**TASK ITEM**
Below are records; count how many of their lines contain the string "bottom", and give only that number.

**SOURCE MATERIAL**

=== Begin Enclosure ===

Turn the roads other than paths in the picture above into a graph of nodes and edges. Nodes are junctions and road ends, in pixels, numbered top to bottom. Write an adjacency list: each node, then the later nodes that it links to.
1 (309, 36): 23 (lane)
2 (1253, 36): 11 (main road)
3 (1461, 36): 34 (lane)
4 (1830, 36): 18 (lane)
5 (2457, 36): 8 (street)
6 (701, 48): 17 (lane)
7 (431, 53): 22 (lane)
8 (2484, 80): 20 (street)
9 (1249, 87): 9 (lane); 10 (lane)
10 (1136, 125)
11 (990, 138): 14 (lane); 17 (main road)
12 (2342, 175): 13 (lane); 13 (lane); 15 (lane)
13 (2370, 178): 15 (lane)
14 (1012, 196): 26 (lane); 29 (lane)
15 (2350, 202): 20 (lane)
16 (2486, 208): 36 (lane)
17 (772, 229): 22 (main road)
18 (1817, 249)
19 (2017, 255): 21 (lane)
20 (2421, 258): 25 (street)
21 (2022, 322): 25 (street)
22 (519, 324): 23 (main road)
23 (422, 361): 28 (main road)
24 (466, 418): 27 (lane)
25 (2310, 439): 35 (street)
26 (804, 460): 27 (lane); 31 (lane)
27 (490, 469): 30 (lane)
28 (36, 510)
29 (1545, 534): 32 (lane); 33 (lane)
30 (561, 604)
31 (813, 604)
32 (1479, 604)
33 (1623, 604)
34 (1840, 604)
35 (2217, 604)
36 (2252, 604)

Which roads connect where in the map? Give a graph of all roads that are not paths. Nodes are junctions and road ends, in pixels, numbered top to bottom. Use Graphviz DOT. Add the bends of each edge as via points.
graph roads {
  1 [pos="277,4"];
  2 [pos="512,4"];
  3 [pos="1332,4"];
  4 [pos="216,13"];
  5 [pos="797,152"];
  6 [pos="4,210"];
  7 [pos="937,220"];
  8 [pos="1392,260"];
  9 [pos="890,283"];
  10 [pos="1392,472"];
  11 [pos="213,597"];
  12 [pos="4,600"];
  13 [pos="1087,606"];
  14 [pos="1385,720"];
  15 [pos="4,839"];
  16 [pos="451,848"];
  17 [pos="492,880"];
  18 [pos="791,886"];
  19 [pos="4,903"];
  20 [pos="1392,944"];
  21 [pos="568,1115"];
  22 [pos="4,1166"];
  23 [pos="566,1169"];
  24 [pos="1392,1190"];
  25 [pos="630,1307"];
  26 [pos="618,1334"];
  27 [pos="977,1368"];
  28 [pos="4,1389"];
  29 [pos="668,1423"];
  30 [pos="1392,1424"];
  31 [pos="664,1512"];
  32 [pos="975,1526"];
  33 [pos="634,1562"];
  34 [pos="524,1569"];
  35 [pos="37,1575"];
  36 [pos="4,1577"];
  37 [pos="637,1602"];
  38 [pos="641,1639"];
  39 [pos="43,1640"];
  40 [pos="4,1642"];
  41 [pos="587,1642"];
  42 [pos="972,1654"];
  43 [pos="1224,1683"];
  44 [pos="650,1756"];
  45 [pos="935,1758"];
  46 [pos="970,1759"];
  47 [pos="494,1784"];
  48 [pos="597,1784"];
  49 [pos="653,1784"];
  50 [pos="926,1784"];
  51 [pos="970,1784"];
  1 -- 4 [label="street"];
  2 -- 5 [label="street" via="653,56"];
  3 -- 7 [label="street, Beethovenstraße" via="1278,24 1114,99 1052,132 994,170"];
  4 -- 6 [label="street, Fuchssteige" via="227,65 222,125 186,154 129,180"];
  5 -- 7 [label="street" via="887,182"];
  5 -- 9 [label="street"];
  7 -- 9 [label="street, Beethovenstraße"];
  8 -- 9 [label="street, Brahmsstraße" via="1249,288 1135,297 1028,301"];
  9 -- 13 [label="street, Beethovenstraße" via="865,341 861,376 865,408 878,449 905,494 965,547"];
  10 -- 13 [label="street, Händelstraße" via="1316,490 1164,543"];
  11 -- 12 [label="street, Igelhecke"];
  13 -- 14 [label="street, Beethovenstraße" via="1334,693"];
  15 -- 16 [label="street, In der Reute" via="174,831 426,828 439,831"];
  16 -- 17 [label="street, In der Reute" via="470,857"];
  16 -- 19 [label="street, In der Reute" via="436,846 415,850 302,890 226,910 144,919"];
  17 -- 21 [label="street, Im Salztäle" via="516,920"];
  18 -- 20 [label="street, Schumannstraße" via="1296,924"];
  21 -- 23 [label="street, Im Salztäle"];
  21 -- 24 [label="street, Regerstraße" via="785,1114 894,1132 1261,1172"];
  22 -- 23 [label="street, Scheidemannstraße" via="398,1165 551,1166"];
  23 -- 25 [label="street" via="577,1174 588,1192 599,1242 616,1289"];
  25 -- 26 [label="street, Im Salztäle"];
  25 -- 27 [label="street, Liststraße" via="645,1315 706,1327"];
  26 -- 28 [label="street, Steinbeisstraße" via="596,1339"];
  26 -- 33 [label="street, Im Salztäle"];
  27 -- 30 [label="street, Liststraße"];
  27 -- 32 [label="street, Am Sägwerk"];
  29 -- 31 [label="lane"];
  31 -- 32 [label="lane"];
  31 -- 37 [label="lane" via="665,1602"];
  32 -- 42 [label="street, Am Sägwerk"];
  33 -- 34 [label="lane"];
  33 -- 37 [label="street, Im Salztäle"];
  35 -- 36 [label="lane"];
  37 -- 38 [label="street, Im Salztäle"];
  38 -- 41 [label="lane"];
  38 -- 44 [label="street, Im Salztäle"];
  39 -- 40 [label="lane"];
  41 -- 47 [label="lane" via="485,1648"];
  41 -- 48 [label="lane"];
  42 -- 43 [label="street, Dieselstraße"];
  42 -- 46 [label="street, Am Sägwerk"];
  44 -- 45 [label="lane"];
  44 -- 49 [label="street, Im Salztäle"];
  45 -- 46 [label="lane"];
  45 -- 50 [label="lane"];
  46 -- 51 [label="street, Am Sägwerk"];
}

=== End Enclosure ===

**ANSWER TO THE PROBLEM**
2